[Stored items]
_ _ _ _

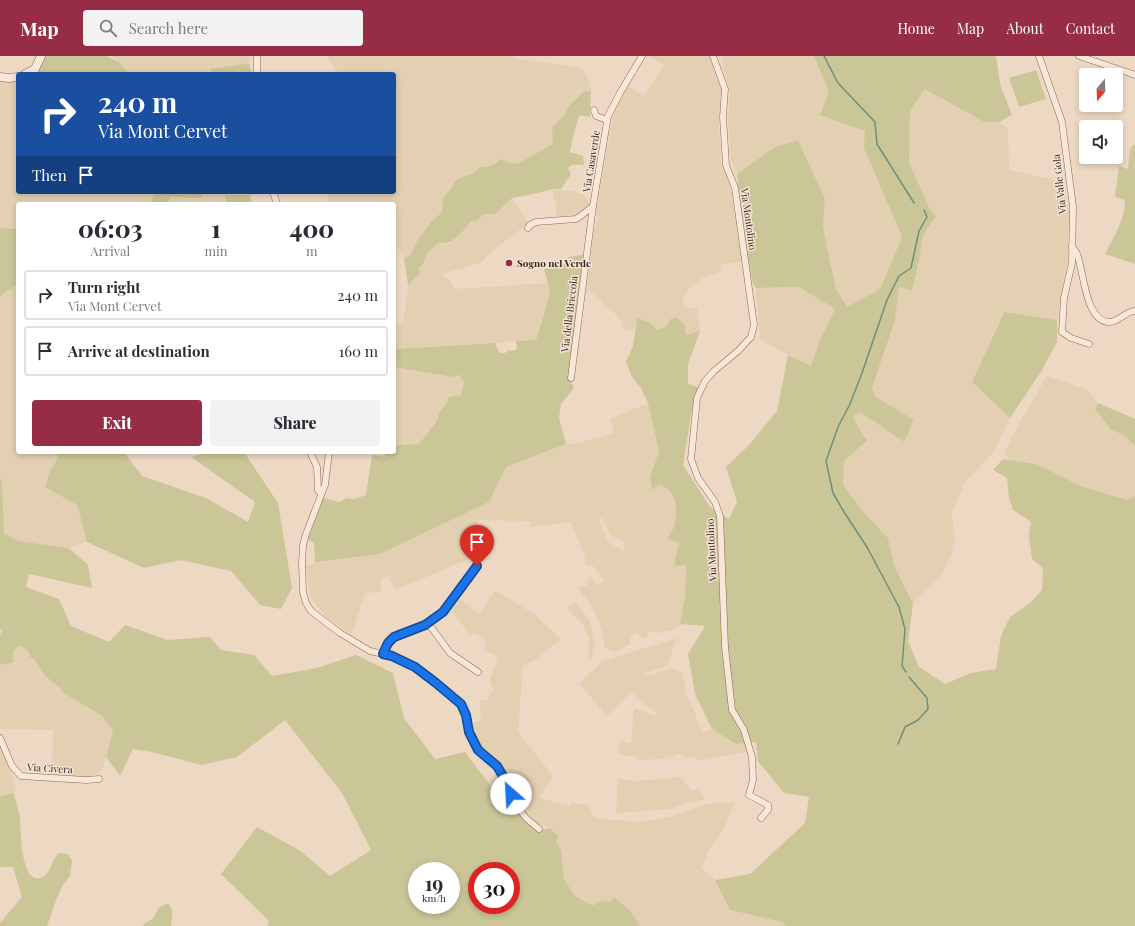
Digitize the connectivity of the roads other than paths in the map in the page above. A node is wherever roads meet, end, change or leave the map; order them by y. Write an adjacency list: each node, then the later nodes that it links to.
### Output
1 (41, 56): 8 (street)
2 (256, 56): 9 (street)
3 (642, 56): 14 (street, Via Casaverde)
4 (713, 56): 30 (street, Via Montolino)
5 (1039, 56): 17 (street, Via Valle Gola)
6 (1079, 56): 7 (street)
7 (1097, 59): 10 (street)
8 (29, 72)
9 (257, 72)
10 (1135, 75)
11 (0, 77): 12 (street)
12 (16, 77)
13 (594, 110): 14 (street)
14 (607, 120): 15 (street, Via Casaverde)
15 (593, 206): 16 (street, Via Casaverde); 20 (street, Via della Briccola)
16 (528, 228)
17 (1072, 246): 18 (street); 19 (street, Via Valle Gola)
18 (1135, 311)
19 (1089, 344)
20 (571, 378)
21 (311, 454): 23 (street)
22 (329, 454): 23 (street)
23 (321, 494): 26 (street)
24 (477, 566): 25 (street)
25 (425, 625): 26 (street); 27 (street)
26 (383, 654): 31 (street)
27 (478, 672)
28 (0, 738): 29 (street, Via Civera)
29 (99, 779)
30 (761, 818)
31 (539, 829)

_ _ _ _

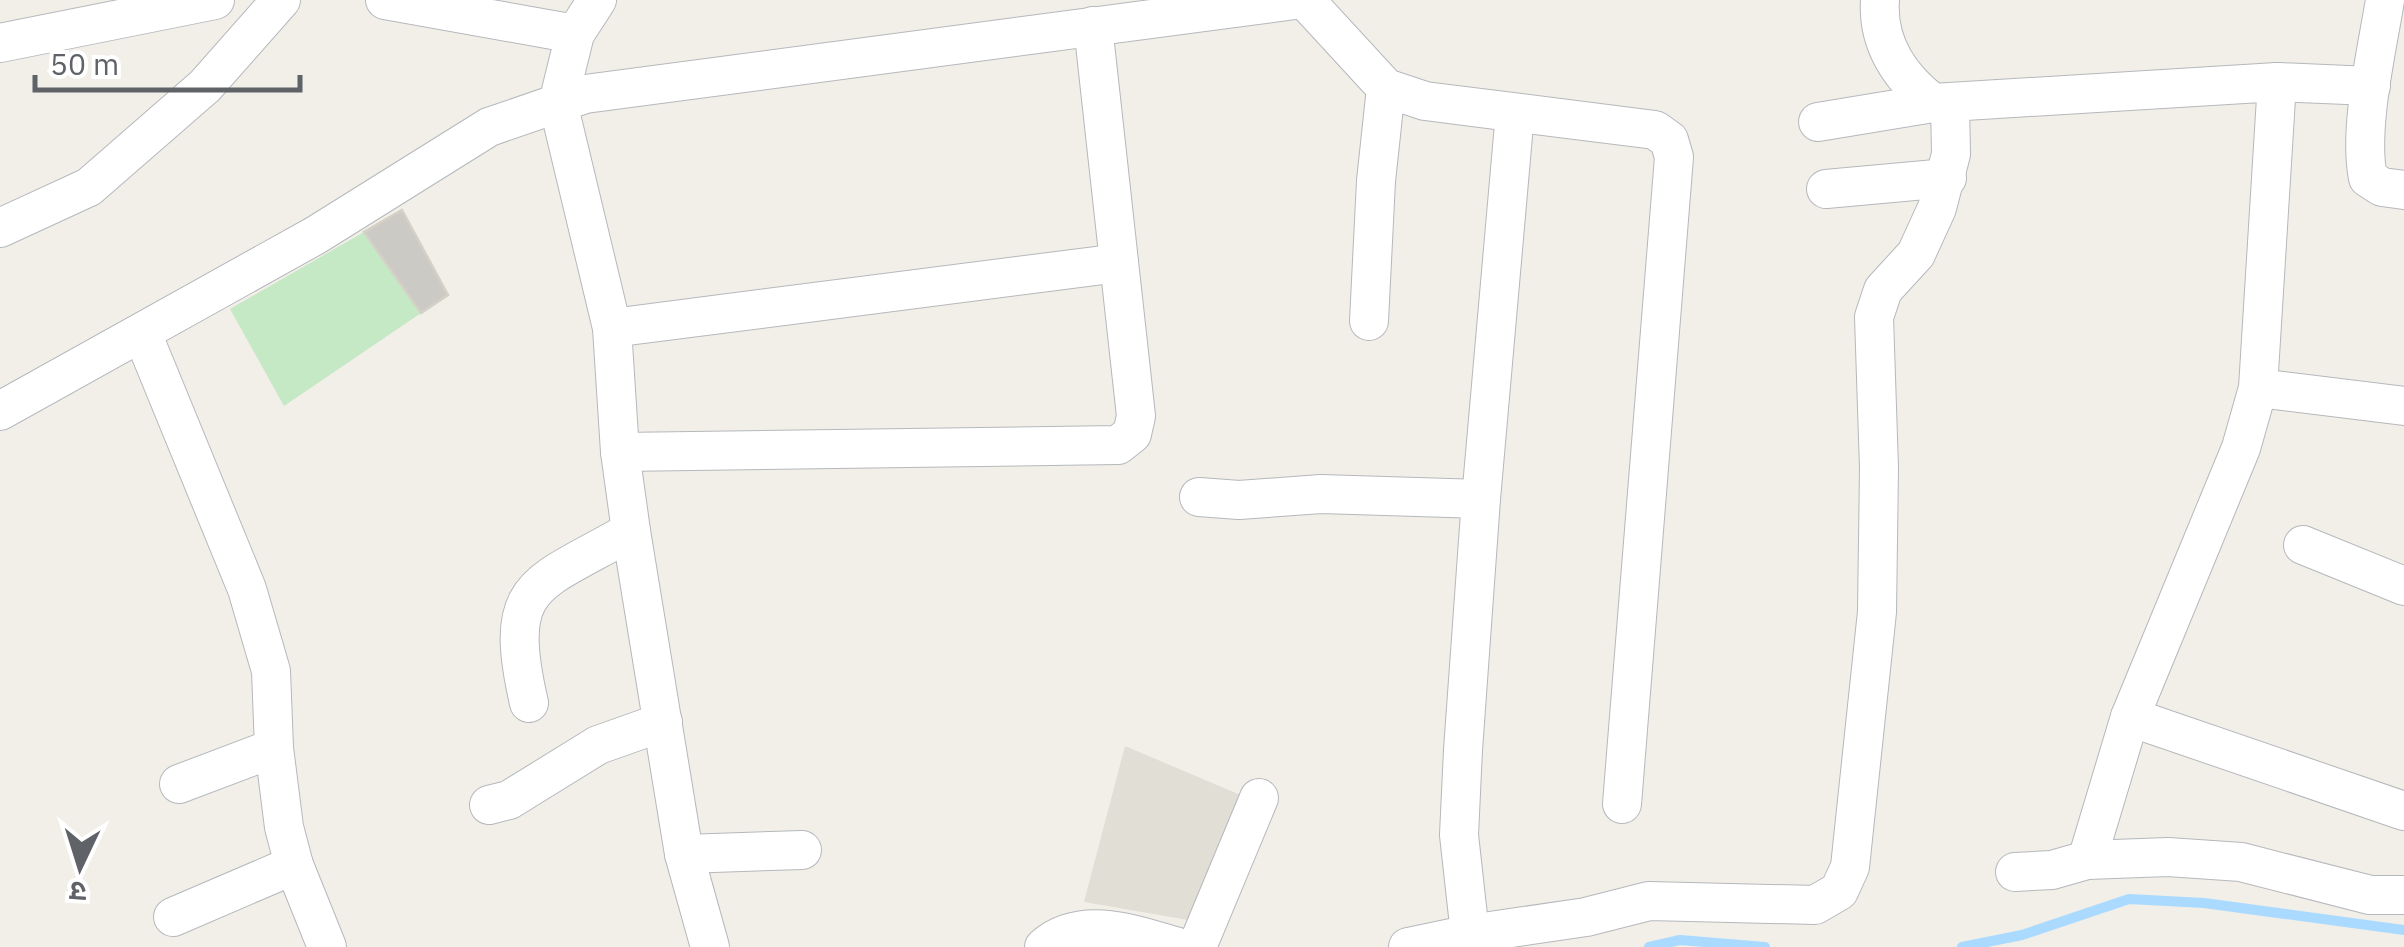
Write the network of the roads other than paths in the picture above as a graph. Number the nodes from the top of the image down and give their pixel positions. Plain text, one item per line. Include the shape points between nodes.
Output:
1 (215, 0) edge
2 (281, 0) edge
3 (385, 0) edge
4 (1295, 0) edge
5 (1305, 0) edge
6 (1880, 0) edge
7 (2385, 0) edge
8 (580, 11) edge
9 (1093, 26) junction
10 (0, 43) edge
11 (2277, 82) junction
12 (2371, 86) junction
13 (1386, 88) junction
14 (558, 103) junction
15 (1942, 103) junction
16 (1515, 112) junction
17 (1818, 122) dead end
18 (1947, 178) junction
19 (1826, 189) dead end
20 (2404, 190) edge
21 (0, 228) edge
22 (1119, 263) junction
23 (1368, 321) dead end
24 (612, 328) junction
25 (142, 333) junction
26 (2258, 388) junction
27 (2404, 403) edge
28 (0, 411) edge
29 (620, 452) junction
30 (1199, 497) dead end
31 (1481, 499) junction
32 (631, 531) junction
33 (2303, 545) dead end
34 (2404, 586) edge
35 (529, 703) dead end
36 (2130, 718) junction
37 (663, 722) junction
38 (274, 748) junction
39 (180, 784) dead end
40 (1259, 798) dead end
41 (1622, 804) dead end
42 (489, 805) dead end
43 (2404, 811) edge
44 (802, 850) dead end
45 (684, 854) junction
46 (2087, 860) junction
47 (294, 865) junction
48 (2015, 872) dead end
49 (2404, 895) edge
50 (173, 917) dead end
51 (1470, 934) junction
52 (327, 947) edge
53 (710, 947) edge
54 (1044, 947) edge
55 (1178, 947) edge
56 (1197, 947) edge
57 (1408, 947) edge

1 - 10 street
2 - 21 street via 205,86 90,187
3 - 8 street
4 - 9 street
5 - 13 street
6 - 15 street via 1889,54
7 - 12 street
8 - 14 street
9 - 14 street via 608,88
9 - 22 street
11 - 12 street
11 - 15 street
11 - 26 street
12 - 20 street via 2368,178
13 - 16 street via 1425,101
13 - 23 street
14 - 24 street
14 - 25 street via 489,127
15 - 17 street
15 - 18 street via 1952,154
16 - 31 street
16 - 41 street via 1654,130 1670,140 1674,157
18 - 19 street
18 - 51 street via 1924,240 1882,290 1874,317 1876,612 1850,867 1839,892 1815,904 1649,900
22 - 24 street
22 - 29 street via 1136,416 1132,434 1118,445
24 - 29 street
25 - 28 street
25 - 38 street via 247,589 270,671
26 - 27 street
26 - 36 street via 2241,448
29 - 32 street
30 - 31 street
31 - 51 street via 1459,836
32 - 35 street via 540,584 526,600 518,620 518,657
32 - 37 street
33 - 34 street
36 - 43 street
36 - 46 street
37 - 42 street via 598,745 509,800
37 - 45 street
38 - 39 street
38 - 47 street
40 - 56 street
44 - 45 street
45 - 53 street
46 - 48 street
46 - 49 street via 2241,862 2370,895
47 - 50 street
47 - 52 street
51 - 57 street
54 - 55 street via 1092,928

_ _ _ _

# TASK:
Your answer must be a single number: the count of lines above that contain the string "other".

# ANSWER SECTION:
2